Despite these limitations, this work benefitted from several strengths. First, we utilized multiple data sources that included the RFA, project abstract, meeting agendas, and in-depth qualitative interviews across 10 research centers and 2 NIH funding agencies. The range of investigator perspectives across a nationwide publicly funded initiative provided a broad understanding of the practical application of the combined TD and CBPR approach to reduce health disparities in cancer and cardiovascular disease. Interview respondents represented diverse disciplines and partnered with communities that included various racial, ethnic, socioeconomic, and geographic subgroups that experienced myriad health challenges related to cancer and cardiovascular disease.
Conclusion
The recognition by Western funding agencies that community participation in research and social action is essential to ameliorating complex health disparities is reflected in increased funding for and prioritization of CBPR and community engagement in research and practice [23,40–42]. Scholars involved in many of these community projects have developed conceptual frameworks to guide planning and evaluation of TD research [27,39] and CBPR [23,29,31]. To date, models of TD research processes and outcomes for public health problems have focused almost exclusively on the knowledge, evidence, and outcomes generated through the integration of traditionally recognized academic disciplines [27,39], which is important for scientific advancement but may not always be relevant for the communities that such work aims to benefit.

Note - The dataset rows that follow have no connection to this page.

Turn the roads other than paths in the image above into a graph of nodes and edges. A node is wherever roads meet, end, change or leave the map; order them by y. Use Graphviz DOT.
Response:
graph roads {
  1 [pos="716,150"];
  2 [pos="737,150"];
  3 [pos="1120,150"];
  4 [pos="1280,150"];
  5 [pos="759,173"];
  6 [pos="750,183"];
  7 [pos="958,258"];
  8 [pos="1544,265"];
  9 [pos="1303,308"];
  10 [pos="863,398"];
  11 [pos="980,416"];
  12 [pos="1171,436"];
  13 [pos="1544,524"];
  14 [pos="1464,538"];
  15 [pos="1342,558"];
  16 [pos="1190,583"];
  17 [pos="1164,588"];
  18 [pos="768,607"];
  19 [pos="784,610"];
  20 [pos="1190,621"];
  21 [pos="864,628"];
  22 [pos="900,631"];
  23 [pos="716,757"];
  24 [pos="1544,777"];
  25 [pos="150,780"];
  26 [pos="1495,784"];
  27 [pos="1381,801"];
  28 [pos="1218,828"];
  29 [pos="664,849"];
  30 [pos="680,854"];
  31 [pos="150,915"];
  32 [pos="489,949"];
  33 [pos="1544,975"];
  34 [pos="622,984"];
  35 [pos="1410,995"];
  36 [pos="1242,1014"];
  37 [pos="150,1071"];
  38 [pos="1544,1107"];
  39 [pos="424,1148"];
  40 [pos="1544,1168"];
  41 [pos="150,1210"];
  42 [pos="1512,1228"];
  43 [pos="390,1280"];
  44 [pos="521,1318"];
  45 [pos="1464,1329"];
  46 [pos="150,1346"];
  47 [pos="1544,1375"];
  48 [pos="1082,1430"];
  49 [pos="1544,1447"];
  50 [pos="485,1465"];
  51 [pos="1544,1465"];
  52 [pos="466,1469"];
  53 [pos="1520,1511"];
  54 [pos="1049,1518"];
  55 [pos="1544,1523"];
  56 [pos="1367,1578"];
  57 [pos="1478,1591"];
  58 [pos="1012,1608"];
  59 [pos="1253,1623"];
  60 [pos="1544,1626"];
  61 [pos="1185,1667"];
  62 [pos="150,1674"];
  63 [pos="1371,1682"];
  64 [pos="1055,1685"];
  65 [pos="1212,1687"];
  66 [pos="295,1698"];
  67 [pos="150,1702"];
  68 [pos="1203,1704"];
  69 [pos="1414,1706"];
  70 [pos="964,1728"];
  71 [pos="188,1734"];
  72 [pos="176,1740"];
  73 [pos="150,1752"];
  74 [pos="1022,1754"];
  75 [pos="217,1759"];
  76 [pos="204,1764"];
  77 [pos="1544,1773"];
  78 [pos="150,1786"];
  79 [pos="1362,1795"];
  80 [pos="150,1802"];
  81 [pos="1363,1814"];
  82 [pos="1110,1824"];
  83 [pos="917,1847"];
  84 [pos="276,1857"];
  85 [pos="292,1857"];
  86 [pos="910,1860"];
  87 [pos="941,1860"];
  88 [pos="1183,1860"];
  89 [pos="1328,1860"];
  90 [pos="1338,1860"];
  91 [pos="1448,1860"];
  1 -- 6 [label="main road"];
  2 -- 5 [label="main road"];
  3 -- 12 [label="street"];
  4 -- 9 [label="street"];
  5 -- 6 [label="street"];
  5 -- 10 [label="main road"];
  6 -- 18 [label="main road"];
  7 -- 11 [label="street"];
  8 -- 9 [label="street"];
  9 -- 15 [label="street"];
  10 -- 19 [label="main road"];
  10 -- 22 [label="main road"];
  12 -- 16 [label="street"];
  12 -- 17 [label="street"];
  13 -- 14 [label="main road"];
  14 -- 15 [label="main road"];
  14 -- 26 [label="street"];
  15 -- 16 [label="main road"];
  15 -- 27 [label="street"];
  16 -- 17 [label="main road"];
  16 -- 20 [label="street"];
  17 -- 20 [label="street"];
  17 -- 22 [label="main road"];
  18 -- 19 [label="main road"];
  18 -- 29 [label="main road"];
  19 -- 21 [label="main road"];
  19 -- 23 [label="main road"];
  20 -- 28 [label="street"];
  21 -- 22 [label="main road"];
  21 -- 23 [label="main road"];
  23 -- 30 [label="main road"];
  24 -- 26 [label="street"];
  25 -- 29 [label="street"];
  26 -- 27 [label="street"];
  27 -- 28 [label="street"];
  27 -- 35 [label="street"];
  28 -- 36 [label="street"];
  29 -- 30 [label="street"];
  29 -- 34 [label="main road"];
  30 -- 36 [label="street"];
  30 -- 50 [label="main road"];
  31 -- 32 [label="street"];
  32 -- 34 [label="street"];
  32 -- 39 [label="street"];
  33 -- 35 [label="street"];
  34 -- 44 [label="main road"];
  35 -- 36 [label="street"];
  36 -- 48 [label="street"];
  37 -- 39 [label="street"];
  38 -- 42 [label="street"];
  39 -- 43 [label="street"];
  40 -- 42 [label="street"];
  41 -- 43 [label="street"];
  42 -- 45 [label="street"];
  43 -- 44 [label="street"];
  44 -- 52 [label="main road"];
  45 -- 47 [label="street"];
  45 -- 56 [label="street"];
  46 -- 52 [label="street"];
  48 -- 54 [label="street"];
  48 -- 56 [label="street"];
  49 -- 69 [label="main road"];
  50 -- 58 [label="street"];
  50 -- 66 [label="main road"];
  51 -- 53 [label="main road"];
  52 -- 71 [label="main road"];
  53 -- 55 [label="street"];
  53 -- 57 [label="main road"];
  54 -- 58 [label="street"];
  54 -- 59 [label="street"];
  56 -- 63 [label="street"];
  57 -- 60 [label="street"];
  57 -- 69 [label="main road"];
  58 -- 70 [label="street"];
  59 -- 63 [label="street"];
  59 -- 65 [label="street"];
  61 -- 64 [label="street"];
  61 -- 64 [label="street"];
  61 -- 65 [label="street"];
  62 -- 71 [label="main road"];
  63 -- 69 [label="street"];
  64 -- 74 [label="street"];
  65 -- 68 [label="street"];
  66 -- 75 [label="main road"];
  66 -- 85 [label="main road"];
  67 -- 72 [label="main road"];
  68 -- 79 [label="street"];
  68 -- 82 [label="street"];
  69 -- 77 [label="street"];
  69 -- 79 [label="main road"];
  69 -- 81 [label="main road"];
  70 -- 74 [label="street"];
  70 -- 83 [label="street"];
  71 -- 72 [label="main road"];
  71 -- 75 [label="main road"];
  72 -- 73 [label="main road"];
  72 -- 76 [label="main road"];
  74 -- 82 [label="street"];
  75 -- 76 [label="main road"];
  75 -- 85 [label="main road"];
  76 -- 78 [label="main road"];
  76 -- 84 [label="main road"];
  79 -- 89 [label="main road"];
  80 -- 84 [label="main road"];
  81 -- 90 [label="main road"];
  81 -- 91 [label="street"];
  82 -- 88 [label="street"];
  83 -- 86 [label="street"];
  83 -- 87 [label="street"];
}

Models of CBPR have focused on the processes and outcomes of engaging community stakeholders, democratizing knowledge, and tailoring research projects to specific and relevant contexts [23,29,31]. As stakeholders in research and community organizations recognize the value of and begin to fund and implement integrated TD and community-engaged research, this work represents a step toward a holistic understanding of their intersection in practice. This work could help guide planning, implementation, and evaluation of TD CBPR projects and ultimately enhance potential to improve health among marginalized communities.
Acknowledgements
This work was supported by National Cancer Institute (NCI) grant U01 CA116850. Sarah D. Hohl was supported by Grant T32 CA092408, Biobehavioral Cancer Control and Prevention Pre-Doctoral Training Program and the Patrick-Beresford Fellowship. This content is solely the responsibility of the authors and does not necessarily represent the official views of the NIH, NCI, or the Fred Hutchinson Cancer Research Center.
The authors would like to thank the Centers for Population Health and Health Disparities investigators and National Institutes of Health program staff with special thanks to Nanci Hemberger and Heather Noble.
Disclosures
The authors have no conflicts to disclose.